Благо, никого уже и нет — почти три часа.

Сколько?! Срочно домой и спать — завтра вечерняя смена!

========== Часть 3 ==========

Подлый вампирюка разбудил меня с утра пораньше в обед звонком.

— Тебе мало того, что я полночи на тебя пахала? — простонала я, падая лицом в подушку.

Невозмутимый полицай невозмутимо повторил название кафе и время, невозмутимо попросил не опаздывать и невозмутимо положил трубку. Я ему эту его невозмутимость в одно место затолкаю! Как же хочется его взбесить хорошенько! Но бешусь почему-то только я…

За десять минут до назначенного времени я припарковалась недалеко от входа в кофейню и, включив сигнализацию, пошла узнавать, о чем же таком белобрысая гордость арийского генома хотела со мной поговорить.

— Добрый день, — вежливо поздоровался герр Александер, вскочив с места.
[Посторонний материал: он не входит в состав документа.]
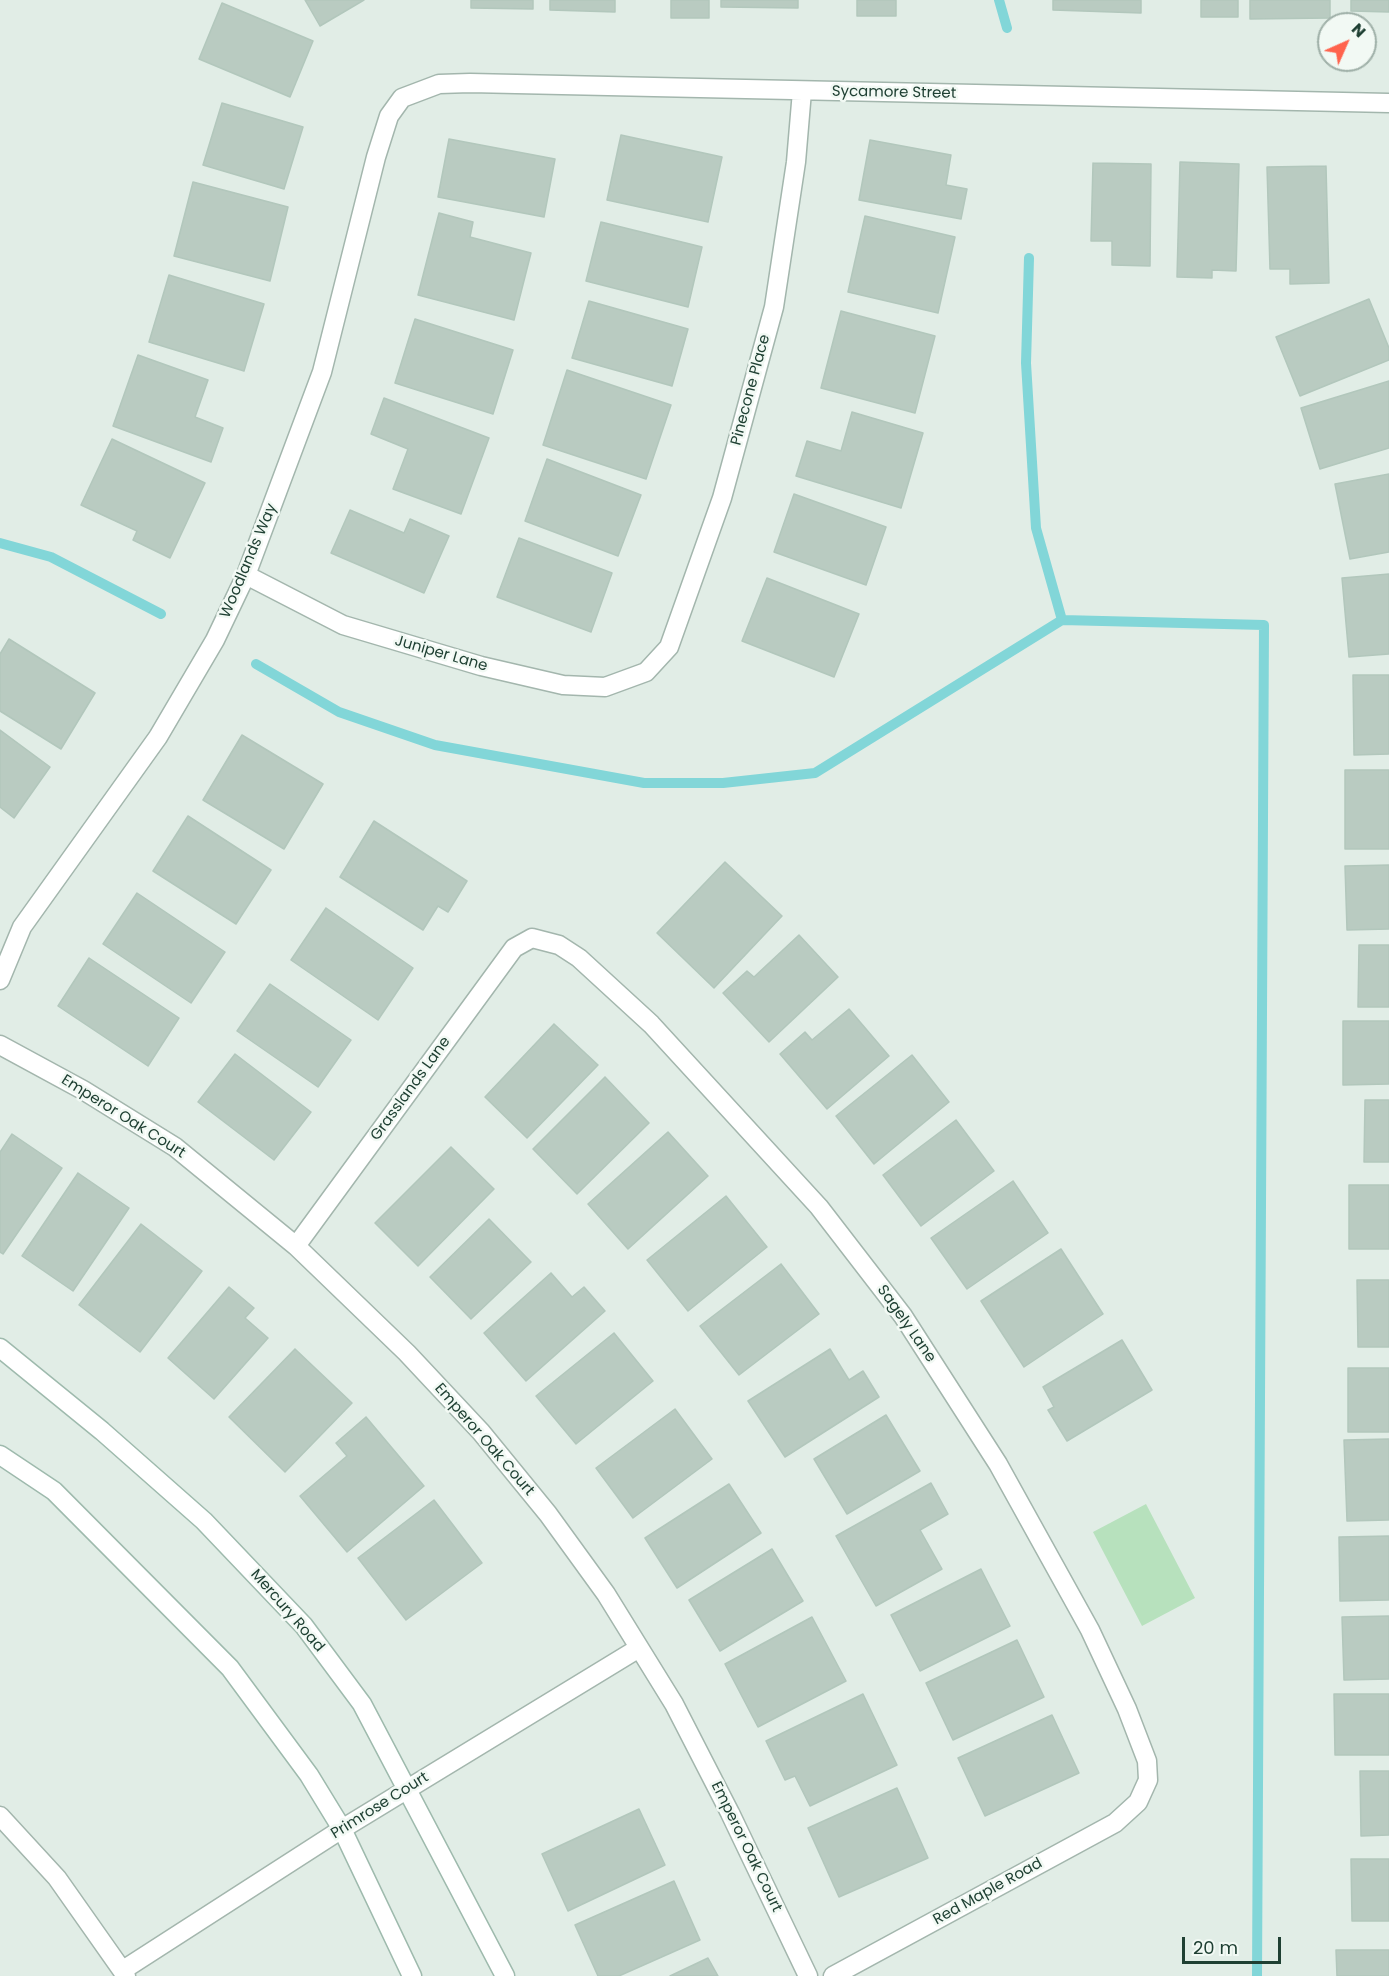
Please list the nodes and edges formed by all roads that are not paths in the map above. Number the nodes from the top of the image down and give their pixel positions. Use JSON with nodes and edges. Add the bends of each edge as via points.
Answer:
{"nodes":[{"id":1,"x":802,"y":91,"type":"junction"},
{"id":2,"x":402,"y":98,"type":"joint"},
{"id":3,"x":1389,"y":103,"type":"edge"},
{"id":4,"x":246,"y":575,"type":"junction"},
{"id":5,"x":646,"y":672,"type":"joint"},
{"id":6,"x":532,"y":938,"type":"joint"},
{"id":7,"x":0,"y":980,"type":"edge"},
{"id":8,"x":0,"y":1044,"type":"edge"},
{"id":9,"x":296,"y":1246,"type":"junction"},
{"id":10,"x":0,"y":1348,"type":"edge"},
{"id":11,"x":0,"y":1455,"type":"edge"},
{"id":12,"x":639,"y":1648,"type":"junction"},
{"id":13,"x":408,"y":1788,"type":"junction"},
{"id":14,"x":1138,"y":1802,"type":"joint"},
{"id":15,"x":0,"y":1816,"type":"edge"},
{"id":16,"x":342,"y":1829,"type":"junction"},
{"id":17,"x":125,"y":1973,"type":"edge"},
{"id":18,"x":412,"y":1976,"type":"edge"},
{"id":19,"x":505,"y":1976,"type":"edge"},
{"id":20,"x":808,"y":1976,"type":"edge"},
{"id":21,"x":833,"y":1976,"type":"edge"}],
"edges":[{"from":1,"to":2,"type":"street","name":"Sycamore Street","via":[[470,83],[439,84]]},
{"from":1,"to":3,"type":"street","name":"Sycamore Street"},
{"from":1,"to":5,"type":"street","name":"Pinecone Place","via":[[796,162],[774,307],[722,498],[669,647]]},
{"from":2,"to":4,"type":"street","name":"Woodlands Way","via":[[389,116],[376,157],[322,372]]},
{"from":4,"to":5,"type":"street","name":"Juniper Lane","via":[[343,625],[563,686],[605,687]]},
{"from":4,"to":7,"type":"street","name":"Woodlands Way","via":[[215,640],[158,737],[22,927]]},
{"from":6,"to":9,"type":"street","name":"Grasslands Lane","via":[[514,948]]},
{"from":6,"to":14,"type":"street","name":"Sagely Lane","via":[[559,945],[579,958],[651,1024],[819,1207],[903,1316],[998,1464],[1090,1630],[1147,1761],[1148,1780]]},
{"from":8,"to":9,"type":"street","name":"Emperor Oak Court","via":[[175,1147]]},
{"from":9,"to":12,"type":"street","name":"Emperor Oak Court","via":[[407,1353],[481,1432],[548,1514],[606,1594]]},
{"from":10,"to":13,"type":"street","name":"Mercury Road","via":[[204,1521],[304,1626],[362,1704]]},
{"from":11,"to":16,"type":"street","via":[[54,1491],[230,1668],[309,1775]]},
{"from":12,"to":13,"type":"street","name":"Primrose Court"},
{"from":12,"to":20,"type":"street","name":"Emperor Oak Court","via":[[674,1704]]},
{"from":13,"to":16,"type":"street","name":"Primrose Court"},
{"from":13,"to":19,"type":"street","name":"Mercury Road"},
{"from":14,"to":21,"type":"street","name":"Red Maple Road","via":[[1115,1823]]},
{"from":15,"to":17,"type":"street","via":[[57,1878]]},
{"from":16,"to":17,"type":"street","name":"Primrose Court"},
{"from":16,"to":18,"type":"street"}]}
— Добрый, — кивнула я, вешая кожанку на спинку стула.

Пододвигать оный мне никто не кинулся, но сел блондин только после меня. Видать, старая школа. Нелепо немного в современных реалиях, но очень мило, если честно, даже вызывает уважение такая верность этикету.
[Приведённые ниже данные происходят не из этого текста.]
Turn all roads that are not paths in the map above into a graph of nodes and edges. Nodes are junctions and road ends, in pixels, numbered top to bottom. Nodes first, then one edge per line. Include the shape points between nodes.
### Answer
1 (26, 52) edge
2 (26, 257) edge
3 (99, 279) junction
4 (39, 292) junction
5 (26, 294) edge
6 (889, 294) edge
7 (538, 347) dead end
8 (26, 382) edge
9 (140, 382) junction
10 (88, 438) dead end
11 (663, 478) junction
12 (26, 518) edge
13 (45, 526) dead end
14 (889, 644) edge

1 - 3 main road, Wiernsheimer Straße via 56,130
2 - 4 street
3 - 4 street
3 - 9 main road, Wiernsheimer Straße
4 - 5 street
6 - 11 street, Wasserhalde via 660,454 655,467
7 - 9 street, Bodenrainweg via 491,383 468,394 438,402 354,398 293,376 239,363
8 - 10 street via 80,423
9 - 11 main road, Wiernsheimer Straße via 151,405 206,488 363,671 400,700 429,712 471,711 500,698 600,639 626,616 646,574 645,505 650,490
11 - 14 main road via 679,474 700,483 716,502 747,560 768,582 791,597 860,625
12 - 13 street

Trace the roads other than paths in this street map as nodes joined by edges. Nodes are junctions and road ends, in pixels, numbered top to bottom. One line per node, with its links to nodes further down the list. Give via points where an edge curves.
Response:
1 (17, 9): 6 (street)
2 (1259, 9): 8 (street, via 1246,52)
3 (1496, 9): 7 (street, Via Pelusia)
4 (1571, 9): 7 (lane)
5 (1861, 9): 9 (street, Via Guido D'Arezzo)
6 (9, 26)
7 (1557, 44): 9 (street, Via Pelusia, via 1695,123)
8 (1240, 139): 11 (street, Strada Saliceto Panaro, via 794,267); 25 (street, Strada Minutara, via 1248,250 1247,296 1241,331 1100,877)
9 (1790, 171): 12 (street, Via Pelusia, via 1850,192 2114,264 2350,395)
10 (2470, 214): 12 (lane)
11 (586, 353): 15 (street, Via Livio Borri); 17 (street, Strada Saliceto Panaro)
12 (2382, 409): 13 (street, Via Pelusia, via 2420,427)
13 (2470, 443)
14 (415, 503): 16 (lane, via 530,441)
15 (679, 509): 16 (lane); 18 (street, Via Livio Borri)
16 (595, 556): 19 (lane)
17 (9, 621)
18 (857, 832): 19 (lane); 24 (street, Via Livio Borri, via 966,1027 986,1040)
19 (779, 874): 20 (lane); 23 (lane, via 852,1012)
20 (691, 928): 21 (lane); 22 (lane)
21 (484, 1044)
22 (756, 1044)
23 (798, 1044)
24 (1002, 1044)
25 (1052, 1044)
— Давай сразу к делу, если ты не против, — раскрыв меню, полицай перелистнул пару страниц и отодвинул его от себя.

— Я заметила, ты это любишь, — фыркнула я, запомнив название первого попавшегося пирожного.

— Все верно, — у-у, гребаный обесцвеченный гитлерюгенд! — назови мне хоть одну объективную причину, по которой ты отказываешься от шефства Матвея.

— Эта причина чертовски личная, — скрестив руки на груди, я откинулась на спинку и вызывающе уставилась на вампира. Ответный взгляд ясно давал понять, что личное теперь уже не личное, — какое тебе вообще дело?

Ну вот, как всегда. Лишь бы не говорить то, что не хочу, бросаюсь в атаку.

— Латте с мятным сиропом без сахара, — не отводя от меня скептически-укоряющего взгляда, бросил мужчина.

Я хотела было съязвить, что мне неоткуда его взять, но девушка-официантка уже услужливо спросила меня, что буду я. Продиктовав свой заказ, я снова нахмурилась и демонстративно стала разглядывать прохожих за окном.

Время шло. Я чувствовала, что он все еще сверлит меня взглядом, но отвечать совершенно не собиралась. Это. Мое. Личное. Дело. И я правда лучше умру, чем буду иметь с Матвеем еще хоть что-нибудь общее, кроме деловых отношений. Он же это пресловутое “шефство” использует, чтобы опять подкатывать ко мне, а я даже видеть его не хочу, не то что это терпеть.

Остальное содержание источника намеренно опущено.